Εὐμόλπου τε βίῃ, Κελέῳ θ᾽ ἡγήτορι λαῶν,

Δρησμοσύνην ἱερῶν.

Also v. 105.

Τὴν δὲ ἴδον Κελέοιο Ἐλευσινίδαο θύγατρες.

The hero Eleusis is mentioned in Pausanias, i. 38, 7: some said that he was the son of Hermês, others that he was the son of Ogygus. Compare Hygin. f. 147.

[480] Keleos and Metaneira were worshipped by the Athenians with divine honors (Athenagoras, Legat. p. 53, ed. Oxon.): perhaps he confounds divine and heroic honors, as the Christian controversialists against Paganism were disposed to do. Triptolemus had a temple at Eleusis (Pausan. i. 38, 6).

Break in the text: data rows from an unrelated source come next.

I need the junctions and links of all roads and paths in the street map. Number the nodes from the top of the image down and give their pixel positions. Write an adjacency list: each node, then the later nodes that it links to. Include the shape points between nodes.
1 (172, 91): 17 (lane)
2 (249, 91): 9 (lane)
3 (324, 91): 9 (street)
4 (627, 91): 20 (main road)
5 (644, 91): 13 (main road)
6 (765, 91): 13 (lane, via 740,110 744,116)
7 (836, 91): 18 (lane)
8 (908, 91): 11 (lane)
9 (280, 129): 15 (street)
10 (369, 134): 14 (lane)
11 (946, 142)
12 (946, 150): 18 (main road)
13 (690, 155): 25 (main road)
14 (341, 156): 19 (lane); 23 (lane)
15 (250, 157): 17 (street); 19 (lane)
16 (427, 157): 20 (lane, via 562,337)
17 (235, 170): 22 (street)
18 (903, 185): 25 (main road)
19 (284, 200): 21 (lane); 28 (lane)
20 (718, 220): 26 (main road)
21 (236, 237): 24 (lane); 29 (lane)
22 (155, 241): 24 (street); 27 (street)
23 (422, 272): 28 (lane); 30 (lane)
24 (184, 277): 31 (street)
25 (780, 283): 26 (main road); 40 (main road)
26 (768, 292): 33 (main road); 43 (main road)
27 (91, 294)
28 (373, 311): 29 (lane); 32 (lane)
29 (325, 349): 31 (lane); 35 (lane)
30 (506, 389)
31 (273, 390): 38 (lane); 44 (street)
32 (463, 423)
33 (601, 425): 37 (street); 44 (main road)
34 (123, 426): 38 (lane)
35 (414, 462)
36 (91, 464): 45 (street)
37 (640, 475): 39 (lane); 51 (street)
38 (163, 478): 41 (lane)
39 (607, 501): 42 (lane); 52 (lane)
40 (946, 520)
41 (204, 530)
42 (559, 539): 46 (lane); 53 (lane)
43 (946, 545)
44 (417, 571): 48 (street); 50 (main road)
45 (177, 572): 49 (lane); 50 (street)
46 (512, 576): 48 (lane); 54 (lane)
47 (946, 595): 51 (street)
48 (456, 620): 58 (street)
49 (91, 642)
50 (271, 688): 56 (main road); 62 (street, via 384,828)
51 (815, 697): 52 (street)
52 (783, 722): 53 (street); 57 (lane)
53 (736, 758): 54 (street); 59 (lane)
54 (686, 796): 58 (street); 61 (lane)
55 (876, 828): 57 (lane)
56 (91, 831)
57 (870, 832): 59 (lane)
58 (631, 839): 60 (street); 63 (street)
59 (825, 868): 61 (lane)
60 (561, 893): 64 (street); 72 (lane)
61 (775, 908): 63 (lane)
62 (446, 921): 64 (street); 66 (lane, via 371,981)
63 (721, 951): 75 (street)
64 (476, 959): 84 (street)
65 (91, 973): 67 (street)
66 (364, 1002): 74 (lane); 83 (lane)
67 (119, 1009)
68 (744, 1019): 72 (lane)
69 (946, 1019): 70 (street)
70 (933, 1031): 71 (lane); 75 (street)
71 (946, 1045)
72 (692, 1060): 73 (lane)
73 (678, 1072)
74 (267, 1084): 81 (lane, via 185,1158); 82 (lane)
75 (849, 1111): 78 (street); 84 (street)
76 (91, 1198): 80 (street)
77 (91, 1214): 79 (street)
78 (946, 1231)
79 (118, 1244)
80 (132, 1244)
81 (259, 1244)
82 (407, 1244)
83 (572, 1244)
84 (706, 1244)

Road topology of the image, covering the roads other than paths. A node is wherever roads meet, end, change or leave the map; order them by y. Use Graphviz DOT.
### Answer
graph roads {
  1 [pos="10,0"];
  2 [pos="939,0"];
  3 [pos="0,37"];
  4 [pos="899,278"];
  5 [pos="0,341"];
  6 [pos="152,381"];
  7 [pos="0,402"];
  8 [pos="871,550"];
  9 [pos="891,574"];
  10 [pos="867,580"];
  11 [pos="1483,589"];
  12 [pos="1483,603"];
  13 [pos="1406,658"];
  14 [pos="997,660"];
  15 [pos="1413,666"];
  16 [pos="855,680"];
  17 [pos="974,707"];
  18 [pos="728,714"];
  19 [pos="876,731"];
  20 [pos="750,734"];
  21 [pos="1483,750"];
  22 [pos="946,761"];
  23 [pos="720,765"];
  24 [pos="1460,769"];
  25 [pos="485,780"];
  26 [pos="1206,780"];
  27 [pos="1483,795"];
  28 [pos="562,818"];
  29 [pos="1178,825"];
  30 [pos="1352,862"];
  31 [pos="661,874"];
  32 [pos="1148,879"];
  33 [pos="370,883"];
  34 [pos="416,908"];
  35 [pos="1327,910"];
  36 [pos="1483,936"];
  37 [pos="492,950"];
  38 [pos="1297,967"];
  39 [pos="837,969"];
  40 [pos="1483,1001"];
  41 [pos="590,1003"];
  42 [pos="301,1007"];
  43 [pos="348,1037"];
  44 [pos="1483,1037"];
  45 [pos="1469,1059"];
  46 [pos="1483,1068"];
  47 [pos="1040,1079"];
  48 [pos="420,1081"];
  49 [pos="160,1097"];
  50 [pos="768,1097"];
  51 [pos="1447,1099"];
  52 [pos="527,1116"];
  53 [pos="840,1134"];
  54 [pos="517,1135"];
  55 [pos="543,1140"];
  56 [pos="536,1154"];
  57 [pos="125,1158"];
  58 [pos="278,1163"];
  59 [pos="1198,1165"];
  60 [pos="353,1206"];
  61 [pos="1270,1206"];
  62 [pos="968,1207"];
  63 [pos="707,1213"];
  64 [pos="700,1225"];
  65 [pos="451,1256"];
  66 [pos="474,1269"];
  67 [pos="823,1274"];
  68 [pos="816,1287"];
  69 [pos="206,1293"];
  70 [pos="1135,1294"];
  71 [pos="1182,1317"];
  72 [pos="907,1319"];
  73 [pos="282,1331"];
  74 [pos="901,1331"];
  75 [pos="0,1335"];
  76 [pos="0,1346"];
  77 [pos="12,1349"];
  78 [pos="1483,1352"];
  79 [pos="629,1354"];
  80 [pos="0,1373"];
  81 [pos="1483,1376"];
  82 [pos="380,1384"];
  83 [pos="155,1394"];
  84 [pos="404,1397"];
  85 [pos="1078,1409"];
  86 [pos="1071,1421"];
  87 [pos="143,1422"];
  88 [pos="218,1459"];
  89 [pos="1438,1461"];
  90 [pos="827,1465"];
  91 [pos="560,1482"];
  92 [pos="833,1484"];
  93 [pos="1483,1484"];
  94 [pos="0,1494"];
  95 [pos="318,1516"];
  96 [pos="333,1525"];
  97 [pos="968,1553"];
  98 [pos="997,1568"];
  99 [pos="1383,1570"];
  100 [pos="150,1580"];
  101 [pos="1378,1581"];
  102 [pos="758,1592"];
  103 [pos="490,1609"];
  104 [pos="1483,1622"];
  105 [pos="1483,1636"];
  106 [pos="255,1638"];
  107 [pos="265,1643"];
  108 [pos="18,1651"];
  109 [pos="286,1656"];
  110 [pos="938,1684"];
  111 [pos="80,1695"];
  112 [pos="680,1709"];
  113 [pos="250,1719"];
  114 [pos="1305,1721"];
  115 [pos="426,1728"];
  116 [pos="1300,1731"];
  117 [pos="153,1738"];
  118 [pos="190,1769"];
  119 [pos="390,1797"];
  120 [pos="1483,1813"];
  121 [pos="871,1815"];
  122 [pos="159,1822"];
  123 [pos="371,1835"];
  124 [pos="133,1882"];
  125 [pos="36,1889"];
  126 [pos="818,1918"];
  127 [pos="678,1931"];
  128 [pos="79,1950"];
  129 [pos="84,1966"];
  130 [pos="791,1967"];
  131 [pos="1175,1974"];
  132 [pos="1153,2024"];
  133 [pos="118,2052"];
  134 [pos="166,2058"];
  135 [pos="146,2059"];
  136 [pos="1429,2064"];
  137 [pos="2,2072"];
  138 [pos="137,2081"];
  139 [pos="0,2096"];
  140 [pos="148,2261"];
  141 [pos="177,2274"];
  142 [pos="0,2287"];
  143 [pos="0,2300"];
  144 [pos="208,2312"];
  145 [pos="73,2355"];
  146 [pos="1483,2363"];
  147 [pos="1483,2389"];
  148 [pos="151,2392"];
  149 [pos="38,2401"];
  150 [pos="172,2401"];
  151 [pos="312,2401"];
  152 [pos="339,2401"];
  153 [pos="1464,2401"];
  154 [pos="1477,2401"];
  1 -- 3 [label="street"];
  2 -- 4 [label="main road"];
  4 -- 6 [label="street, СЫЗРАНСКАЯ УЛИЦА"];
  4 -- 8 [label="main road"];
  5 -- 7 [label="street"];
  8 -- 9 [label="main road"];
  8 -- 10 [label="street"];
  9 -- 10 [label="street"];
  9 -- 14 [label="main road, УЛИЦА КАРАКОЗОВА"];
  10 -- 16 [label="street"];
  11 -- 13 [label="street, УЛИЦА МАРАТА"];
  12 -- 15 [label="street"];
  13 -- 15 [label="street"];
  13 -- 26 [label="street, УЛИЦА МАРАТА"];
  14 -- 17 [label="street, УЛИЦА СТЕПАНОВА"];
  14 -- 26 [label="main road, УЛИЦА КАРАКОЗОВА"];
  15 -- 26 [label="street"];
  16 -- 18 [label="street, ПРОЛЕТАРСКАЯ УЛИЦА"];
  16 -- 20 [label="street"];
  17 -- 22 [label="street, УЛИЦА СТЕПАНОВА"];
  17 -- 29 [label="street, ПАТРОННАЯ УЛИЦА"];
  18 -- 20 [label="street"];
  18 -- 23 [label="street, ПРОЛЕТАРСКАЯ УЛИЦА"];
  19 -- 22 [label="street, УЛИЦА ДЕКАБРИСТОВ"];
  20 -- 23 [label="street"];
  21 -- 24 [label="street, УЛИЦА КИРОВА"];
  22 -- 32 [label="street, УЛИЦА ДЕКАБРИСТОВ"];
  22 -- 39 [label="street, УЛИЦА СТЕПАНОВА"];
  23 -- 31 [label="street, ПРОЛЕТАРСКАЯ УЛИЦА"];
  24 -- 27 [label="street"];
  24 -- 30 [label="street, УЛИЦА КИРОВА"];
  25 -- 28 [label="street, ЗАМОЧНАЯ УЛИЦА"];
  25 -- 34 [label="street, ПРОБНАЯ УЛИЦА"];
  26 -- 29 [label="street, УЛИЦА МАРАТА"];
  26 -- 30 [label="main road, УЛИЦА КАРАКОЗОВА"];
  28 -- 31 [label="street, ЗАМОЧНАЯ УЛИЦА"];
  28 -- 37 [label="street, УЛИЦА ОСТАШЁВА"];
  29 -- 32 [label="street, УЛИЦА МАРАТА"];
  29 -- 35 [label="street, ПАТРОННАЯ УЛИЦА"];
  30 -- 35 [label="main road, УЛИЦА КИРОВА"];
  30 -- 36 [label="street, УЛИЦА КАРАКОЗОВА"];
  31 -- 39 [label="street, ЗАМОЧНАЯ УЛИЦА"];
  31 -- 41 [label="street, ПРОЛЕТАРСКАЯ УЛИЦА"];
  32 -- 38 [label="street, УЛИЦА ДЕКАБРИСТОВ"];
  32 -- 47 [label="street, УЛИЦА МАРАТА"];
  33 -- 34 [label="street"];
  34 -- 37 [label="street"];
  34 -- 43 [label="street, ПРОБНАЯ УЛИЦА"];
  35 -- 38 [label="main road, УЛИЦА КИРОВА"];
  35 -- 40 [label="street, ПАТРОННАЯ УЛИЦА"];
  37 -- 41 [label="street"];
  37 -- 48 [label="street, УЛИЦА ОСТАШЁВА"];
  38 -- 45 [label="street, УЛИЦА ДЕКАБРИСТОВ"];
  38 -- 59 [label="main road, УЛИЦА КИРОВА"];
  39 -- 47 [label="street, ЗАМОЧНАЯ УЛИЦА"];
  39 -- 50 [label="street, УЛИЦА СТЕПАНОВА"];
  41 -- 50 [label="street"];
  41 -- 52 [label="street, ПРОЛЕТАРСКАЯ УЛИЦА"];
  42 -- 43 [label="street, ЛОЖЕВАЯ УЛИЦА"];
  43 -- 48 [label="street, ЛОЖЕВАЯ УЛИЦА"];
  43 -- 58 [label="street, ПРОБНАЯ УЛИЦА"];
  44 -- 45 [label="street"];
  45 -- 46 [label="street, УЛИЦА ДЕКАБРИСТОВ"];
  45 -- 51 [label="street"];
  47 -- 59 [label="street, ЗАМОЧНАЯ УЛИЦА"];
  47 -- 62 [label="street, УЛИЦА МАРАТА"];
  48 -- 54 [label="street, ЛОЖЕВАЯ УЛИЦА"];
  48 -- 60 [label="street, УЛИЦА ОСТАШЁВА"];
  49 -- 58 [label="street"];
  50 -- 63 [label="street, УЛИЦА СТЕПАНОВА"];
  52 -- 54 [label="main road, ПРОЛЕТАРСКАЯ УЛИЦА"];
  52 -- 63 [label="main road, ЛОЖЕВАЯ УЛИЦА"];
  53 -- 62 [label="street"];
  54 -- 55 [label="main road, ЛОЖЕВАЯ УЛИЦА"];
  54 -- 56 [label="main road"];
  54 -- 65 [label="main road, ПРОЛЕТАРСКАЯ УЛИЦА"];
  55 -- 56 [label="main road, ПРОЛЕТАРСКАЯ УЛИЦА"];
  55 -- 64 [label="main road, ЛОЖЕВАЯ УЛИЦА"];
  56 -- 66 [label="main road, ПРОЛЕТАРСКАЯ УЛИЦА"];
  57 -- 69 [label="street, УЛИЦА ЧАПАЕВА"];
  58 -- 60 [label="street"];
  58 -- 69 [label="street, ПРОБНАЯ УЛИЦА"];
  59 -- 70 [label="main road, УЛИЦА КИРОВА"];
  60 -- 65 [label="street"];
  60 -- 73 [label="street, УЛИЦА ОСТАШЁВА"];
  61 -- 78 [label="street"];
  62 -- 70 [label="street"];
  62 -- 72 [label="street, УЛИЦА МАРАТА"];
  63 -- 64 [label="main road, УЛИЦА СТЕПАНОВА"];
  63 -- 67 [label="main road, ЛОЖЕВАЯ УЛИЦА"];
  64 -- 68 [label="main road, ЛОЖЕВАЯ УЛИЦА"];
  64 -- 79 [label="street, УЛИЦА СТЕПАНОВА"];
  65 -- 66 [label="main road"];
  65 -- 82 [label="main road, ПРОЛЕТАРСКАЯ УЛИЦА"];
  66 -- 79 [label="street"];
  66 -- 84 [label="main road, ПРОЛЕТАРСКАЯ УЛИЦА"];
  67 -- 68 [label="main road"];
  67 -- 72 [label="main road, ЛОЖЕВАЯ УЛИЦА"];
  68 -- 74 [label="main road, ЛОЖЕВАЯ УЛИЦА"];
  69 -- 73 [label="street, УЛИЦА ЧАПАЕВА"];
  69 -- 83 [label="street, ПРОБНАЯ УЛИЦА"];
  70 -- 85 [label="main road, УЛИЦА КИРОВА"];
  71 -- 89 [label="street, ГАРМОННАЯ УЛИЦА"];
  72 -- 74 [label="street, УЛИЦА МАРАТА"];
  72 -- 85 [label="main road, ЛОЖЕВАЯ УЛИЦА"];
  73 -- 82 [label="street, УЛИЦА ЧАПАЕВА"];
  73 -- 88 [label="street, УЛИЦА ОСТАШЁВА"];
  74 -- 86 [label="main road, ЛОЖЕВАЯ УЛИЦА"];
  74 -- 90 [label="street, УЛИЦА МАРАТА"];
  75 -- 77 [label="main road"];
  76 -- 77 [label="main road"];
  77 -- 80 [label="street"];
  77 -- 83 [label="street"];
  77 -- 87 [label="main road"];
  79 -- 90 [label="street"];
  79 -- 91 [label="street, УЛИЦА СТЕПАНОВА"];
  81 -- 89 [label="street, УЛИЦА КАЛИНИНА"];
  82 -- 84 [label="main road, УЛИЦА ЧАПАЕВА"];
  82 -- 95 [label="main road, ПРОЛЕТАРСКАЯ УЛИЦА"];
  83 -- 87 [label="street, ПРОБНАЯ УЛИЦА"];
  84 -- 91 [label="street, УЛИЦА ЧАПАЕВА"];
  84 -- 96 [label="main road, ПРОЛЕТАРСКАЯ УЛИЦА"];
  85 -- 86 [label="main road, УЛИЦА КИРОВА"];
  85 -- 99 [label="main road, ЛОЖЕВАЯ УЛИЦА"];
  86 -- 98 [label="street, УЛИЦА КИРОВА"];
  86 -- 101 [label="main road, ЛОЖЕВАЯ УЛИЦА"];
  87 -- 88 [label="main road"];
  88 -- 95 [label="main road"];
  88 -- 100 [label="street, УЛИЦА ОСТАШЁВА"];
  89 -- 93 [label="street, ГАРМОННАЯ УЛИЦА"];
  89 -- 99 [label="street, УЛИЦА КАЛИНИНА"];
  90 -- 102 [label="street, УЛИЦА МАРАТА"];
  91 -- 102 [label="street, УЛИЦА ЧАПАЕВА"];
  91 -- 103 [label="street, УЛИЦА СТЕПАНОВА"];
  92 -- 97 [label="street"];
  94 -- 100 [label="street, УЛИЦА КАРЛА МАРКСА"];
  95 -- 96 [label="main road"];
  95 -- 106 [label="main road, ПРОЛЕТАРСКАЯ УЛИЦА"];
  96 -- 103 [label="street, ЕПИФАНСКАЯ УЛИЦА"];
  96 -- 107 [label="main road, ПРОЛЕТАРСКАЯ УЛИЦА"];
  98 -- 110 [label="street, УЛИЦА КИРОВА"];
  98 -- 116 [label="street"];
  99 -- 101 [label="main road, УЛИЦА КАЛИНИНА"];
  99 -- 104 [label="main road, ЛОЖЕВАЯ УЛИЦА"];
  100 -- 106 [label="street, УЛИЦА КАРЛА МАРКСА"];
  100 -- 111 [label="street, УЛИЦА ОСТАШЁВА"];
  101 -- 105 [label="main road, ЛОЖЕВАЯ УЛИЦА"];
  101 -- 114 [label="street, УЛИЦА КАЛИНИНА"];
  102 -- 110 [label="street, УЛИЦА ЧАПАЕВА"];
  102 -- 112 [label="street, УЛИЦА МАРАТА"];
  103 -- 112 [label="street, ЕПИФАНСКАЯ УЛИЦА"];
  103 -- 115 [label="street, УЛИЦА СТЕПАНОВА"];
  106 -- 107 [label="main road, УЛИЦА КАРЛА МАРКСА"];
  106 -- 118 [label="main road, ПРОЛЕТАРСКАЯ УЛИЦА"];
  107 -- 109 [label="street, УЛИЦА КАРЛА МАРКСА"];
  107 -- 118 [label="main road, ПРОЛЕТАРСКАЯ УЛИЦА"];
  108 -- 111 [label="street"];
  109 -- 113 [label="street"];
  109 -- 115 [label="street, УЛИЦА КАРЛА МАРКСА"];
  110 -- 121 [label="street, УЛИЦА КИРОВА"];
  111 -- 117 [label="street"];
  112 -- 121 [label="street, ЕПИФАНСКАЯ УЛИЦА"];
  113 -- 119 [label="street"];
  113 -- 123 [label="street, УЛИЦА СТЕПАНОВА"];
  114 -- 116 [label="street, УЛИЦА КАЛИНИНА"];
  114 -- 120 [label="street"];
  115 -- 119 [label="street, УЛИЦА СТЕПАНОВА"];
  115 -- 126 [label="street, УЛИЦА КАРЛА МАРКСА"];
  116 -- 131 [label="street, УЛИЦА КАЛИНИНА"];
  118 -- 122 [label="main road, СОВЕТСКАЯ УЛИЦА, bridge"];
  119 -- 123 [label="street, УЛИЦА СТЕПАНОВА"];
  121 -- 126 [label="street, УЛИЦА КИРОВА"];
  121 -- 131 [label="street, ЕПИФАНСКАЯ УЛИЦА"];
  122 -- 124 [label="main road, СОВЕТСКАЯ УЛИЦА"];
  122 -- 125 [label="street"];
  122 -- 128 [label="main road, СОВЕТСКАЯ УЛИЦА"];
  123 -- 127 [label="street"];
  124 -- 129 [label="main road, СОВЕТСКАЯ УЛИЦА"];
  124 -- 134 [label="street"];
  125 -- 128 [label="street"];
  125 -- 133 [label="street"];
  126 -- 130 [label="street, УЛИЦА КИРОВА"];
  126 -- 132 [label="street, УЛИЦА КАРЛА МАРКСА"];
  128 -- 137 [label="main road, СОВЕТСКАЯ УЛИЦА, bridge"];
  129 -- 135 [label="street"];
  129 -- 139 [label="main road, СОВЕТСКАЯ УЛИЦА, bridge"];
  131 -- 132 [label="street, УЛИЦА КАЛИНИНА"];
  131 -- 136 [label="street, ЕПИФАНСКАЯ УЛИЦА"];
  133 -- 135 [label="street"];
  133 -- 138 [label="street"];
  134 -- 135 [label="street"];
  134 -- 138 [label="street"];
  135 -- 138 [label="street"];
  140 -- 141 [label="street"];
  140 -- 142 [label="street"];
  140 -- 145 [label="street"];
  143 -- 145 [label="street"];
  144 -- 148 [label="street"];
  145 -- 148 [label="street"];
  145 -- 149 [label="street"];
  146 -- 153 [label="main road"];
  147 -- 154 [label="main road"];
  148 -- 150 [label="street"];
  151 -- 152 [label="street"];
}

[481] Apollodôr. iii. 15, 4. Some said that Immaradus, son of Eumolpus, had been killed by Erechtheus (Pausan. i. 5, 2); others, that both Eumolpus and his son had experienced this fate (Schol. ad Eurip. Phœniss. 854). But we learn from Pausanias himself what the story in the interior of the Erechtheion was,—that Erechtheus killed Eumolpus (i. 27, 3).